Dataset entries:
————

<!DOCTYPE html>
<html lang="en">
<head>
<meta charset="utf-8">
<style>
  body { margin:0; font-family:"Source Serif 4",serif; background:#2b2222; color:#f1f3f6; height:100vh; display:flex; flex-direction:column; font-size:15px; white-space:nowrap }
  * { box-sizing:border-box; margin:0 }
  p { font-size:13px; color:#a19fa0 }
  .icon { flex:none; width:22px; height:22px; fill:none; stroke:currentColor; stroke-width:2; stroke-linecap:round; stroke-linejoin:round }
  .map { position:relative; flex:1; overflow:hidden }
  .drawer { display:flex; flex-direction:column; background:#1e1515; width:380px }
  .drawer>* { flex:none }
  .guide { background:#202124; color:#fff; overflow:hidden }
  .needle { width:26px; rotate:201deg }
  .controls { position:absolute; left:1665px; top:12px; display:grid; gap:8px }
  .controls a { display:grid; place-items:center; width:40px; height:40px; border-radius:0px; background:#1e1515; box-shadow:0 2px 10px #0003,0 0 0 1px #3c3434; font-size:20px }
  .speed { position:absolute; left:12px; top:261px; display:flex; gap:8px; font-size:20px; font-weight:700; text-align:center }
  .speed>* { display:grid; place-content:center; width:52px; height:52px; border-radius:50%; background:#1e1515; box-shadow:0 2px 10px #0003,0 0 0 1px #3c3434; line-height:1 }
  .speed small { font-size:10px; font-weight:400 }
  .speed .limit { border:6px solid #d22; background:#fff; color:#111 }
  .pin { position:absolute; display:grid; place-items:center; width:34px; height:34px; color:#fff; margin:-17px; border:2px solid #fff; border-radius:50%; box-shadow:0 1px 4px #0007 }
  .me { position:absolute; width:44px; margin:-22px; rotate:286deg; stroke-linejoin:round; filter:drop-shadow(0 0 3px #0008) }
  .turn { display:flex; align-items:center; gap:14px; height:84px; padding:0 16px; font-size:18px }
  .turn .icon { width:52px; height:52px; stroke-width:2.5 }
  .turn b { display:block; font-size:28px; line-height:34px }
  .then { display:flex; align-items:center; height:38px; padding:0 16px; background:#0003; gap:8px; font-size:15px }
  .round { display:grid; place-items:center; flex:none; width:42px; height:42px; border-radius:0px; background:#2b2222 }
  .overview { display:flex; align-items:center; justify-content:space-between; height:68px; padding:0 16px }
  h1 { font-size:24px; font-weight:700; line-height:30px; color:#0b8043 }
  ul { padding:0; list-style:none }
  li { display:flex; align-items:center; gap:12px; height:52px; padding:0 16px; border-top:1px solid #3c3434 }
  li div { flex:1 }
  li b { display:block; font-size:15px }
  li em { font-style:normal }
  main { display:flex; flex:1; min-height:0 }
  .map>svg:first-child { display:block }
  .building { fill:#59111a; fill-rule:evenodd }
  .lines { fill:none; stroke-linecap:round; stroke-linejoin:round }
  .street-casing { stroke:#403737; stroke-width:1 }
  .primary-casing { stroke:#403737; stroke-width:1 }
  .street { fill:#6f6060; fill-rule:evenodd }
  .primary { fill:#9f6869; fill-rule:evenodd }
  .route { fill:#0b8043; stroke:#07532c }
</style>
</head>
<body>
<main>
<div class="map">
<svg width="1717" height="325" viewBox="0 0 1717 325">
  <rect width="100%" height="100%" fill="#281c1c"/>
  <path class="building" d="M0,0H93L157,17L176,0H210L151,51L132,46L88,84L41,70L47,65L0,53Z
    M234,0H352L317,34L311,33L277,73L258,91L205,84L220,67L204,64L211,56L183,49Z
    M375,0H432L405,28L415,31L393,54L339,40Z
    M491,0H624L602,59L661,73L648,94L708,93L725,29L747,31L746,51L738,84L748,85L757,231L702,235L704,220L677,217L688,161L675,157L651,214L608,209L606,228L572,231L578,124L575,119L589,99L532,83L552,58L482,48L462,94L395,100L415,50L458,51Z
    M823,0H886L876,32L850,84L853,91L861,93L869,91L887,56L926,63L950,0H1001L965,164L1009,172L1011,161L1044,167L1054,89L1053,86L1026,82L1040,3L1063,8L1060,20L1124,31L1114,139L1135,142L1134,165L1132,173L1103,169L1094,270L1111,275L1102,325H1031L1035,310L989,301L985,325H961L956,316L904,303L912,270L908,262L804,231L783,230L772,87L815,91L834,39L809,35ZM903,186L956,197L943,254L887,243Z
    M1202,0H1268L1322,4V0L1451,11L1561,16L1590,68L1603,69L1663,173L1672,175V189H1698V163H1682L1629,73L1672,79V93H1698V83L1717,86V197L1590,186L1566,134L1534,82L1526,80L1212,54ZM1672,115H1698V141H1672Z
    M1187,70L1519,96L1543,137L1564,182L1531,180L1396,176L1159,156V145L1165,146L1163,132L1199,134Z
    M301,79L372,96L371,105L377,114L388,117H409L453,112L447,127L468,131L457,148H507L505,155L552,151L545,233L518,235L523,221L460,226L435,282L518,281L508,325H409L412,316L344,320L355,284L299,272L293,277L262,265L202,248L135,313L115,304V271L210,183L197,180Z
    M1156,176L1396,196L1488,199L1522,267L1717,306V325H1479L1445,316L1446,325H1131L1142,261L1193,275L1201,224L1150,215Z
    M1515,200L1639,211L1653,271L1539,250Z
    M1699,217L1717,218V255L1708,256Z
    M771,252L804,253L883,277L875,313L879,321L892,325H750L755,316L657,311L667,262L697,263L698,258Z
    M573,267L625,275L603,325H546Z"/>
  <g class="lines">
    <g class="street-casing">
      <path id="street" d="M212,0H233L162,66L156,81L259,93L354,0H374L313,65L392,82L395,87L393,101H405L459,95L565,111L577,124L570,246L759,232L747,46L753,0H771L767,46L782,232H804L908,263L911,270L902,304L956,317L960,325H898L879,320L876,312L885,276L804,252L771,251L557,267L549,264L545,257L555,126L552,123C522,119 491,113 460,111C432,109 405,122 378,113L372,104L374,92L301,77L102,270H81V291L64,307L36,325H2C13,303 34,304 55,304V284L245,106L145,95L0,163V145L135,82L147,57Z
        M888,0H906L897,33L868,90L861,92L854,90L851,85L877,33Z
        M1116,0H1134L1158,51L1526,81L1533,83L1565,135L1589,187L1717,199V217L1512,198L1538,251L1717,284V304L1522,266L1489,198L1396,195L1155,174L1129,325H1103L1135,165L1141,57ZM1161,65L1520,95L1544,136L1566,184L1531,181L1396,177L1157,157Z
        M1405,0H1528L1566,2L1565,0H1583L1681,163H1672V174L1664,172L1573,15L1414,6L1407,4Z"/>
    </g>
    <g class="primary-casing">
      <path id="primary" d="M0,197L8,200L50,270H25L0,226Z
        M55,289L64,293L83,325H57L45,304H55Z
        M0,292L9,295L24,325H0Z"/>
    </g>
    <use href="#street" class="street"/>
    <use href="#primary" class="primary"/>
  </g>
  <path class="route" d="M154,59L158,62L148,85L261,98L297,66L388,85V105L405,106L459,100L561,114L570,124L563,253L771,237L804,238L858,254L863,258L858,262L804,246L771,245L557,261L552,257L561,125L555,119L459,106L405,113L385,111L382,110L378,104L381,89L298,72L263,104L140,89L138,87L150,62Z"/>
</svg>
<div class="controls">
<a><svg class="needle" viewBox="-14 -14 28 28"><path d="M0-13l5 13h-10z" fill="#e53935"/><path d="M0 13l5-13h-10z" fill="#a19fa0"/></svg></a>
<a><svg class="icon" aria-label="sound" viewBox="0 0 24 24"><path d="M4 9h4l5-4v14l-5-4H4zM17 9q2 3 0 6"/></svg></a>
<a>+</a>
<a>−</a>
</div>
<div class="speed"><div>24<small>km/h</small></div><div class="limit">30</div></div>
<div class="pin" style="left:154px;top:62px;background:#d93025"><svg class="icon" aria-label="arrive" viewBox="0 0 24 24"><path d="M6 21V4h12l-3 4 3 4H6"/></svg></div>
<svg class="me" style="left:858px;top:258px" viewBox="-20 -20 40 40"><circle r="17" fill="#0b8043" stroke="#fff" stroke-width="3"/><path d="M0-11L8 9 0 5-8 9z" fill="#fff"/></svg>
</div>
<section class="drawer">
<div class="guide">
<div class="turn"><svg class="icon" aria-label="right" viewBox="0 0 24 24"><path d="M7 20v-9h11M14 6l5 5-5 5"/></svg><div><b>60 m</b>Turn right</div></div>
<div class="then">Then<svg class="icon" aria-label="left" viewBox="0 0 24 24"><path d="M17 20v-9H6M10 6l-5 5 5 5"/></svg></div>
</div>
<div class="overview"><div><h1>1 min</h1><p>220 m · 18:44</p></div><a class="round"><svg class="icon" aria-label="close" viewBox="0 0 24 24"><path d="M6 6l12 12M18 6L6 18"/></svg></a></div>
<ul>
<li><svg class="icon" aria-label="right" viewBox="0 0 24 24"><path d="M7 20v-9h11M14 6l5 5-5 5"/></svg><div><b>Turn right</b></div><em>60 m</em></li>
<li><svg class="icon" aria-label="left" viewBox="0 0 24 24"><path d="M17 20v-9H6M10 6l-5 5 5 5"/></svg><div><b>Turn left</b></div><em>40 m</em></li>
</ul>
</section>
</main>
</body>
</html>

————

▶ [Task instructions]:
Retype the portion of the data above that starts on the line with "position:absolute; width:44px; margin:-22px;" and finishes on the line with "display:flex; flex:1; min-height:0", including both of those lines.

▶ [Response for this exercise]:
  .me { position:absolute; width:44px; margin:-22px; rotate:286deg; stroke-linejoin:round; filter:drop-shadow(0 0 3px #0008) }
  .turn { display:flex; align-items:center; gap:14px; height:84px; padding:0 16px; font-size:18px }
  .turn .icon { width:52px; height:52px; stroke-width:2.5 }
  .turn b { display:block; font-size:28px; line-height:34px }
  .then { display:flex; align-items:center; height:38px; padding:0 16px; background:#0003; gap:8px; font-size:15px }
  .round { display:grid; place-items:center; flex:none; width:42px; height:42px; border-radius:0px; background:#2b2222 }
  .overview { display:flex; align-items:center; justify-content:space-between; height:68px; padding:0 16px }
  h1 { font-size:24px; font-weight:700; line-height:30px; color:#0b8043 }
  ul { padding:0; list-style:none }
  li { display:flex; align-items:center; gap:12px; height:52px; padding:0 16px; border-top:1px solid #3c3434 }
  li div { flex:1 }
  li b { display:block; font-size:15px }
  li em { font-style:normal }
  main { display:flex; flex:1; min-height:0 }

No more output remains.